### TASK STATEMENT
Could you write out the data that follows, exactly and in full?

DATA FOR ANALYSIS START

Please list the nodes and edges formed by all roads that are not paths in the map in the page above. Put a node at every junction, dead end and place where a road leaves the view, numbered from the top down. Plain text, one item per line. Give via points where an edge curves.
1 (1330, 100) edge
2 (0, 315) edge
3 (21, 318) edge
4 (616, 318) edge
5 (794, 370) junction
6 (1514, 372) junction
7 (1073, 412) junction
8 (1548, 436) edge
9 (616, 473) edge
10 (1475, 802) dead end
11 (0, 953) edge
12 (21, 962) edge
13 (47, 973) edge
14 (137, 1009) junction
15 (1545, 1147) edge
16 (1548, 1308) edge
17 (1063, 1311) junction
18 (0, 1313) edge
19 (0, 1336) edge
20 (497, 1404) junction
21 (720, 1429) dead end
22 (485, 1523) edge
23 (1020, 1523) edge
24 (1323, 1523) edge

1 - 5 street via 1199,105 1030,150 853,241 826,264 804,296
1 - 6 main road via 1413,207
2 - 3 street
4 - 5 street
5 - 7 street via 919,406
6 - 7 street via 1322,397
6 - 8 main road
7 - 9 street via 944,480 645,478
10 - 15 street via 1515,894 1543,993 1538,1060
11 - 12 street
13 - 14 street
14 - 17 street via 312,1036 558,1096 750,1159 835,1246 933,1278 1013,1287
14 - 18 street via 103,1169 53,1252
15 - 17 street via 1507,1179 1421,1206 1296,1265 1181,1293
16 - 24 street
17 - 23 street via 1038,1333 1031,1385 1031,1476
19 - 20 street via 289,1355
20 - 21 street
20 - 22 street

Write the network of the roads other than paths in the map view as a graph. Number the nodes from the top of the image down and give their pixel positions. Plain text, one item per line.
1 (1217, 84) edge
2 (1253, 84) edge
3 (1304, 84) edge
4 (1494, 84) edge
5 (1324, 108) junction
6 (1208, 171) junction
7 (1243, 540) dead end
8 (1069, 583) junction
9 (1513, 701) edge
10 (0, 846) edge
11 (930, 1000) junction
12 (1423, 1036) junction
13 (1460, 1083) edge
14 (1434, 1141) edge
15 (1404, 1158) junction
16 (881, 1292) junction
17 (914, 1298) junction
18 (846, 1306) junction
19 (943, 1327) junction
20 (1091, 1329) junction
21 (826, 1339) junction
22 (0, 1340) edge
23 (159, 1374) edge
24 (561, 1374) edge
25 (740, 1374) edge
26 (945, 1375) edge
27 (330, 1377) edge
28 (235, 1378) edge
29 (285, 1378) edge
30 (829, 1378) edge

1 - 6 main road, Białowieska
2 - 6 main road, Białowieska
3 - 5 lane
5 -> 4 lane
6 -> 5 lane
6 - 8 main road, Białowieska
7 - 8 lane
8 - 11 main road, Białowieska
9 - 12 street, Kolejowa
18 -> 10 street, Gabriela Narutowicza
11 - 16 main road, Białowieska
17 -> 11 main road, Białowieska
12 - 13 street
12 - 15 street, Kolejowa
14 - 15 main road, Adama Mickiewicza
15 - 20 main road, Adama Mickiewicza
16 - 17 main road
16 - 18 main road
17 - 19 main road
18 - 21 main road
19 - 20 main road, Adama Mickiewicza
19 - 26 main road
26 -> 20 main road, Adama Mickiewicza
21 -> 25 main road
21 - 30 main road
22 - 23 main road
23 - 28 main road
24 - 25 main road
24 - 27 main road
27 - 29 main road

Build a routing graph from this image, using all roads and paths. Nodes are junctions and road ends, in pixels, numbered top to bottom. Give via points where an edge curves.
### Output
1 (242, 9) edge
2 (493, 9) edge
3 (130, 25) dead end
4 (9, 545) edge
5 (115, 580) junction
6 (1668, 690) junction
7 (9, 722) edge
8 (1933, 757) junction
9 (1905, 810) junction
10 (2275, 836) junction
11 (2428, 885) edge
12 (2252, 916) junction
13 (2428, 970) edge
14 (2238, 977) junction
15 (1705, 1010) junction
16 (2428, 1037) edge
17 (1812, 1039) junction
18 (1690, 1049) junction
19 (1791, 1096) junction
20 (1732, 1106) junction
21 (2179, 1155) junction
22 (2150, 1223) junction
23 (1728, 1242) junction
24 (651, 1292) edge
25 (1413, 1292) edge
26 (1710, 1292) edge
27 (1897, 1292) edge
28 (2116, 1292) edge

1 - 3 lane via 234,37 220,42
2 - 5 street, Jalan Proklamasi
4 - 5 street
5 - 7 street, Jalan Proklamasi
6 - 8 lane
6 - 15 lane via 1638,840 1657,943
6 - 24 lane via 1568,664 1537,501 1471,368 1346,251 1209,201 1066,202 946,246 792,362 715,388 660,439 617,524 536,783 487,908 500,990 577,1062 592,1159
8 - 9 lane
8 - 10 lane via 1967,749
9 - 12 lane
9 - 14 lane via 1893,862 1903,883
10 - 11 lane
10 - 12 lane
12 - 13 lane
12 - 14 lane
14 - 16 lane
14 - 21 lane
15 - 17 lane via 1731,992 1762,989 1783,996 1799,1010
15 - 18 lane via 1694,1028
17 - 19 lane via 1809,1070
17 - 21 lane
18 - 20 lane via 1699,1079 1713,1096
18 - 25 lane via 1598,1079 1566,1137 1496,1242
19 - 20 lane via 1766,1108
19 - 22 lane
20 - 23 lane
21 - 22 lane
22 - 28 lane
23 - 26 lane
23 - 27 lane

DATA FOR ANALYSIS END

### RESPONSE
Please list the nodes and edges formed by all roads that are not paths in the map in the page above. Put a node at every junction, dead end and place where a road leaves the view, numbered from the top down. Plain text, one item per line. Give via points where an edge curves.
1 (1330, 100) edge
2 (0, 315) edge
3 (21, 318) edge
4 (616, 318) edge
5 (794, 370) junction
6 (1514, 372) junction
7 (1073, 412) junction
8 (1548, 436) edge
9 (616, 473) edge
10 (1475, 802) dead end
11 (0, 953) edge
12 (21, 962) edge
13 (47, 973) edge
14 (137, 1009) junction
15 (1545, 1147) edge
16 (1548, 1308) edge
17 (1063, 1311) junction
18 (0, 1313) edge
19 (0, 1336) edge
20 (497, 1404) junction
21 (720, 1429) dead end
22 (485, 1523) edge
23 (1020, 1523) edge
24 (1323, 1523) edge

1 - 5 street via 1199,105 1030,150 853,241 826,264 804,296
1 - 6 main road via 1413,207
2 - 3 street
4 - 5 street
5 - 7 street via 919,406
6 - 7 street via 1322,397
6 - 8 main road
7 - 9 street via 944,480 645,478
10 - 15 street via 1515,894 1543,993 1538,1060
11 - 12 street
13 - 14 street
14 - 17 street via 312,1036 558,1096 750,1159 835,1246 933,1278 1013,1287
14 - 18 street via 103,1169 53,1252
15 - 17 street via 1507,1179 1421,1206 1296,1265 1181,1293
16 - 24 street
17 - 23 street via 1038,1333 1031,1385 1031,1476
19 - 20 street via 289,1355
20 - 21 street
20 - 22 street

Write the network of the roads other than paths in the map view as a graph. Number the nodes from the top of the image down and give their pixel positions. Plain text, one item per line.
1 (1217, 84) edge
2 (1253, 84) edge
3 (1304, 84) edge
4 (1494, 84) edge
5 (1324, 108) junction
6 (1208, 171) junction
7 (1243, 540) dead end
8 (1069, 583) junction
9 (1513, 701) edge
10 (0, 846) edge
11 (930, 1000) junction
12 (1423, 1036) junction
13 (1460, 1083) edge
14 (1434, 1141) edge
15 (1404, 1158) junction
16 (881, 1292) junction
17 (914, 1298) junction
18 (846, 1306) junction
19 (943, 1327) junction
20 (1091, 1329) junction
21 (826, 1339) junction
22 (0, 1340) edge
23 (159, 1374) edge
24 (561, 1374) edge
25 (740, 1374) edge
26 (945, 1375) edge
27 (330, 1377) edge
28 (235, 1378) edge
29 (285, 1378) edge
30 (829, 1378) edge

1 - 6 main road, Białowieska
2 - 6 main road, Białowieska
3 - 5 lane
5 -> 4 lane
6 -> 5 lane
6 - 8 main road, Białowieska
7 - 8 lane
8 - 11 main road, Białowieska
9 - 12 street, Kolejowa
18 -> 10 street, Gabriela Narutowicza
11 - 16 main road, Białowieska
17 -> 11 main road, Białowieska
12 - 13 street
12 - 15 street, Kolejowa
14 - 15 main road, Adama Mickiewicza
15 - 20 main road, Adama Mickiewicza
16 - 17 main road
16 - 18 main road
17 - 19 main road
18 - 21 main road
19 - 20 main road, Adama Mickiewicza
19 - 26 main road
26 -> 20 main road, Adama Mickiewicza
21 -> 25 main road
21 - 30 main road
22 - 23 main road
23 - 28 main road
24 - 25 main road
24 - 27 main road
27 - 29 main road

Build a routing graph from this image, using all roads and paths. Nodes are junctions and road ends, in pixels, numbered top to bottom. Give via points where an edge curves.
### Output
1 (242, 9) edge
2 (493, 9) edge
3 (130, 25) dead end
4 (9, 545) edge
5 (115, 580) junction
6 (1668, 690) junction
7 (9, 722) edge
8 (1933, 757) junction
9 (1905, 810) junction
10 (2275, 836) junction
11 (2428, 885) edge
12 (2252, 916) junction
13 (2428, 970) edge
14 (2238, 977) junction
15 (1705, 1010) junction
16 (2428, 1037) edge
17 (1812, 1039) junction
18 (1690, 1049) junction
19 (1791, 1096) junction
20 (1732, 1106) junction
21 (2179, 1155) junction
22 (2150, 1223) junction
23 (1728, 1242) junction
24 (651, 1292) edge
25 (1413, 1292) edge
26 (1710, 1292) edge
27 (1897, 1292) edge
28 (2116, 1292) edge

1 - 3 lane via 234,37 220,42
2 - 5 street, Jalan Proklamasi
4 - 5 street
5 - 7 street, Jalan Proklamasi
6 - 8 lane
6 - 15 lane via 1638,840 1657,943
6 - 24 lane via 1568,664 1537,501 1471,368 1346,251 1209,201 1066,202 946,246 792,362 715,388 660,439 617,524 536,783 487,908 500,990 577,1062 592,1159
8 - 9 lane
8 - 10 lane via 1967,749
9 - 12 lane
9 - 14 lane via 1893,862 1903,883
10 - 11 lane
10 - 12 lane
12 - 13 lane
12 - 14 lane
14 - 16 lane
14 - 21 lane
15 - 17 lane via 1731,992 1762,989 1783,996 1799,1010
15 - 18 lane via 1694,1028
17 - 19 lane via 1809,1070
17 - 21 lane
18 - 20 lane via 1699,1079 1713,1096
18 - 25 lane via 1598,1079 1566,1137 1496,1242
19 - 20 lane via 1766,1108
19 - 22 lane
20 - 23 lane
21 - 22 lane
22 - 28 lane
23 - 26 lane
23 - 27 lane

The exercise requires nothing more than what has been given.